最初からわかってはいたけど、再びクラリネットを手にすることはないだろうと思うと、やっぱり寂しい。
春の日はまだ短くて、窓外の空はそろそろ夕方の雰囲気を醸している。
校庭の桜のつぼみは、まだふくらみ始めたばかりだ。
すでに授業は本格化していて、スクールバッグが重い。

入るなら、せめて音楽関係のクラブが良いな。
この高校で〈音楽部〉といえば、合唱部のことだそうだ。
でも、歌は自信がない。
運動はもっと苦手だ。
他に良さそうなクラブはあるだろうか。

運動部はみんな、派手なのぼりを押し立てている。
大声で勧誘しているけど、何だかバーゲンセールかタイムサービスみたいなノリだ。
文化系でも、同じように目立つのぼりを立てているのはボランティア部。
〈青春を有意義な活動にかけよう!〉〈君の若い力をみんなのために!〉なんて、熱い言葉がはためいている。
ついでに署名活動もやってるみたいで〈「遠位型ミオパチー」の難病指定及び特定疾患の認定を!〉と大書きした模造紙を壁に貼っている。
高校生ともなると、こうした活動も本格的な雰囲気だ。

それにしても、どうして吹奏楽部がないんだろう。
なんだか恨みがましく思えてしまう。
中学時代の自分自身は、〈その他大勢〉のようなもので、大して上手いわけじゃなかった。
けれども、合奏のとき、和音が綺麗にそろった瞬間の、あの感動は忘れられない。

同じ高校に、うちの中学からだけでも四人、経験者がいる。
中学の吹奏楽部の部長だった第一ホルンのトマちゃん、コルネットのシズカ、第二クラのユーミン、そして第三クラだった自分。
それに、新入生の名簿には、他の中学の吹奏楽部員だったはずの、見覚えある名前がいくつもある。
二、三年生も加えれば、経験者だけでも小編成の吹奏楽団くらい、すぐできるだろうに。

とりあえず音楽部を覗いてみようかと探し歩いていると、後ろから背を叩かれた。
「多佳ちゃん、クラブ決めた?」
元部長のトマちゃんこと、苫米地季依。
名前は〈トキエ〉なんだけど、良く〈キエ〉と読まれて憤慨している。
クラスは別々ながら、今、この高校では一番親しい友人だろう。

「うーん、まだだけど。

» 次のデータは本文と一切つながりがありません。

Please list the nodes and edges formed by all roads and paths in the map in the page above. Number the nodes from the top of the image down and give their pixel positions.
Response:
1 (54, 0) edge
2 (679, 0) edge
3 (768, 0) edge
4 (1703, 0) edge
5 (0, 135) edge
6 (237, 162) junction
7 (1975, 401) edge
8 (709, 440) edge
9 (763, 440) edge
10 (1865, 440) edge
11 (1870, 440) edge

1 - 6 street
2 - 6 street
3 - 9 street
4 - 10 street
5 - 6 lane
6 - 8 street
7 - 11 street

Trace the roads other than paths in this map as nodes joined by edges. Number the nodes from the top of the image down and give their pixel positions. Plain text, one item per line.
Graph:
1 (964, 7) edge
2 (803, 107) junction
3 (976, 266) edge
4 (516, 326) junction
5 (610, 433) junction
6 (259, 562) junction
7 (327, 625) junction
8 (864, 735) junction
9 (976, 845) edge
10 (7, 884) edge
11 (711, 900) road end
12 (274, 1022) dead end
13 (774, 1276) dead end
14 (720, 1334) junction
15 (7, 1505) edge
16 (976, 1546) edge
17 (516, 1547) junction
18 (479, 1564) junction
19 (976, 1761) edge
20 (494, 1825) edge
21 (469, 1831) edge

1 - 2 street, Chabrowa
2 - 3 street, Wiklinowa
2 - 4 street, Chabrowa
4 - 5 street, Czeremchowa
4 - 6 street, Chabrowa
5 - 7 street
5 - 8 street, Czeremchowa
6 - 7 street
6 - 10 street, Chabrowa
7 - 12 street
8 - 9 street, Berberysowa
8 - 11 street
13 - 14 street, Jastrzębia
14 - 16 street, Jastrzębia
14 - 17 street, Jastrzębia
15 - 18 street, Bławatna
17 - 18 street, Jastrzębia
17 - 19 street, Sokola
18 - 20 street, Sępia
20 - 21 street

これから音楽部行ってみようかなって」
「ねえ、器楽部見に行ってみない?」
「器楽部?」
そういえば、マンドリンとクラシックギターで構成された〈器楽部〉があると聞いたような気がする。
でも、管楽器はお呼びがなさそうだ。

そう聞いても季依は、
「良いから良いから。騙されたと思ってついといで」
と、多佳子の背を押し始めた。
「押されて行くんだと、〈ついて〉行くことにならないよ」と笑っているうちに、
「ここだよ」もう到着したようだ。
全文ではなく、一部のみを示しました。